Mormor
This
is my mormor – my mother’s mother (the cute kid is my sister 20 years ago – she now looks like this). Her name was Søster Karen Christensen and she was the perfect grandmother.
She was funny and not afraid to use herself as the punch line. Once, in her mid-eighties, in a checkout line, she looked at some parsley and sighed, completely deadpan, “I once looked like that” and calmly continued stacking her groceries while everyone else fell about laughing.
When I was a child and staying with her and morfar (grandpa), I’d sleep with mormor in their bed (morfar took the divan) and I’d be lying in bed, watching her get ready. Every night, after she took out her dentures, I’d pester her to say futtog (“choo-choo train” in Danish). You haven’t lived until you’ve heard how that sounds without teeth. She wouldn’t do it all the time for she understood that the special disappears when it is made routine.

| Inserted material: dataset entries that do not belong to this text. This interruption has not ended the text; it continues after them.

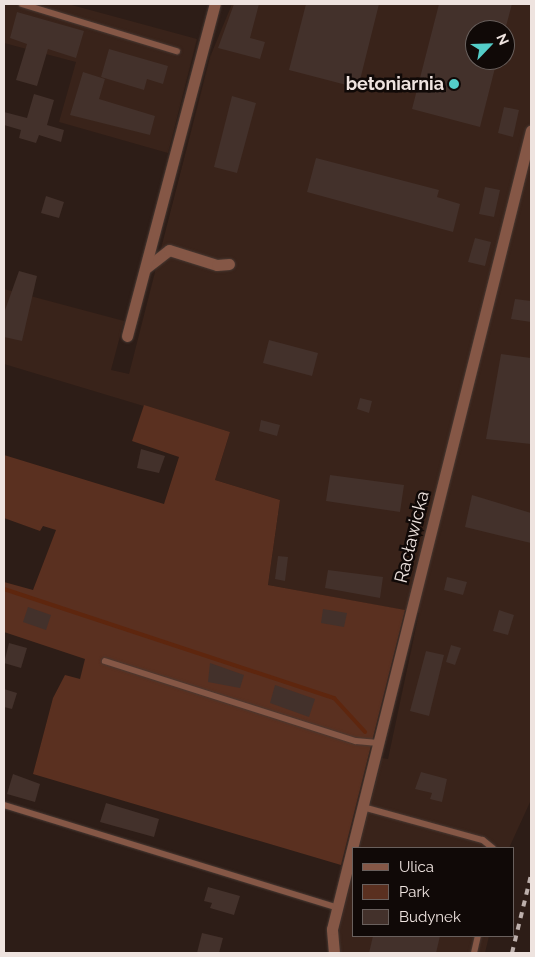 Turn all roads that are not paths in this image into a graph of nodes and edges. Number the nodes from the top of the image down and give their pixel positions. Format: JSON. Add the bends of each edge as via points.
{"nodes":[{"id":1,"x":22,"y":4,"type":"edge"},
{"id":2,"x":216,"y":4,"type":"edge"},
{"id":3,"x":177,"y":51,"type":"dead end"},
{"id":4,"x":531,"y":130,"type":"edge"},
{"id":5,"x":229,"y":264,"type":"dead end"},
{"id":6,"x":146,"y":268,"type":"junction"},
{"id":7,"x":127,"y":336,"type":"dead end"},
{"id":8,"x":105,"y":661,"type":"dead end"},
{"id":9,"x":379,"y":744,"type":"junction"},
{"id":10,"x":4,"y":805,"type":"edge"},
{"id":11,"x":363,"y":807,"type":"junction"},
{"id":12,"x":353,"y":847,"type":"edge"},
{"id":13,"x":492,"y":847,"type":"edge"},
{"id":14,"x":352,"y":851,"type":"edge"},
{"id":15,"x":338,"y":908,"type":"junction"},
{"id":16,"x":478,"y":937,"type":"edge"},
{"id":17,"x":334,"y":953,"type":"edge"},
{"id":18,"x":474,"y":953,"type":"edge"}],
"edges":[{"from":1,"to":3,"type":"lane"},
{"from":2,"to":6,"type":"street"},
{"from":4,"to":9,"type":"street","name":"Racławicka"},
{"from":5,"to":6,"type":"street","via":[[217,265],[169,250]]},
{"from":6,"to":7,"type":"street"},
{"from":8,"to":9,"type":"lane","via":[[356,742]]},
{"from":9,"to":11,"type":"street","name":"Racławicka"},
{"from":10,"to":15,"type":"lane"},
{"from":11,"to":12,"type":"street","name":"Racławicka"},
{"from":11,"to":13,"type":"lane","via":[[483,840]]},
{"from":14,"to":15,"type":"street","name":"Racławicka"},
{"from":15,"to":17,"type":"street","name":"Racławicka","via":[[332,929]]},
{"from":16,"to":18,"type":"lane"}]} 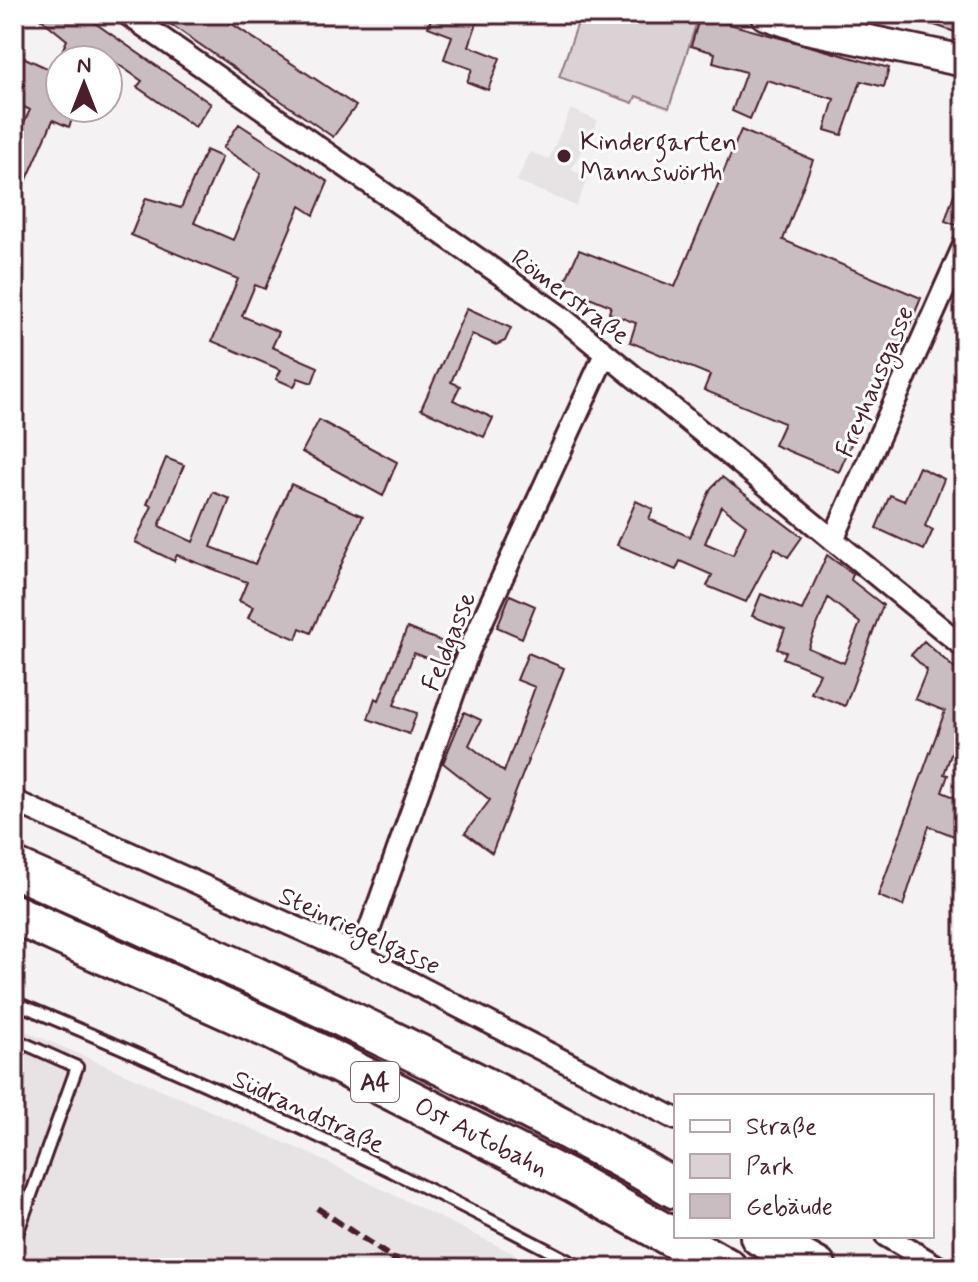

Those times I stayed with mormor and morfar were among the best memories of my childhood. Mormor and I would putter around, go shopping, feed the ducks here, just minutes from her home, go to the cemetery and take care of the graves. At lunch, she would make liver pate sandwiches on dark ryebread and cut them into small bites for the wild cats that lived in the back yard of the building. I would carry the food and she would carry the heated milk she served with it and dozens of cats would come twine themselves around her.
She started my lifelong fascination with scaring myself when we watched The Spiral Staircase together. I was about 10 years old and we agreed not to tell my mother. I was gripped, excited and loved every minute of it. I’ve been looking for that movie ever since, but haven’t found it. I wonder if it’s a good as I remember?
Every summer, the whole family would go to Grib Skov to pick wild raspberries. Mormor had a special place that it seemed no one else know about – there were always more raspberries that we could possibly pick and we picked buckets. I’d thread them on long stalks of grass, stacking little globes of dark red one atop another, and eat them sitting on the sun dappled forest floor, surrounded by the smell of pine and sand, watching my family talk and laugh and pick. Then mormor and mor would make raspberry jam that never seemed to run out. It’s the best jam I’ve ever had, the wild raspberries a taste of that day in the woods, even on the darkest, coldest winter morning.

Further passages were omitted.